#### EXERCISE INSTRUCTIONS
Scan the entries for lines with the word "middle" and copy those lines.

#### DATA UNDER STUDY
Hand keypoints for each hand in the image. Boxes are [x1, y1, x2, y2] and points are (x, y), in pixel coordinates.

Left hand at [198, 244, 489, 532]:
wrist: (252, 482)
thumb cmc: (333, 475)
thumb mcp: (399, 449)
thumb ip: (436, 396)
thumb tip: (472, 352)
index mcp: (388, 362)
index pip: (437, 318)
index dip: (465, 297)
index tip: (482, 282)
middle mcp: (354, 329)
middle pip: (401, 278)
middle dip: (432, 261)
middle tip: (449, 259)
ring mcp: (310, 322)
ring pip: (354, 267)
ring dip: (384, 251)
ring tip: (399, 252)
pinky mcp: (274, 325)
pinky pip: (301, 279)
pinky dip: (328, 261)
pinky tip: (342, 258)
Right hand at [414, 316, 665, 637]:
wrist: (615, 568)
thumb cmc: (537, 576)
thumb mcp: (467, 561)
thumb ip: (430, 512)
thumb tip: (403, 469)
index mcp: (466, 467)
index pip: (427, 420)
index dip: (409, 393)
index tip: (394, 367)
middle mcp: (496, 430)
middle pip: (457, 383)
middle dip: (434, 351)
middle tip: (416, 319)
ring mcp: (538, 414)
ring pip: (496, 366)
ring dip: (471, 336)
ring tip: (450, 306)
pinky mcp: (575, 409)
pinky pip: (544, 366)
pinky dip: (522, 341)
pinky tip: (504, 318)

#### FINAL ANSWER
middle mcp: (354, 329)
middle pip: (401, 278)
middle dip: (432, 261)
middle tip: (449, 259)
middle mcp: (496, 430)
middle pip: (457, 383)
middle dip: (434, 351)
middle tip: (416, 319)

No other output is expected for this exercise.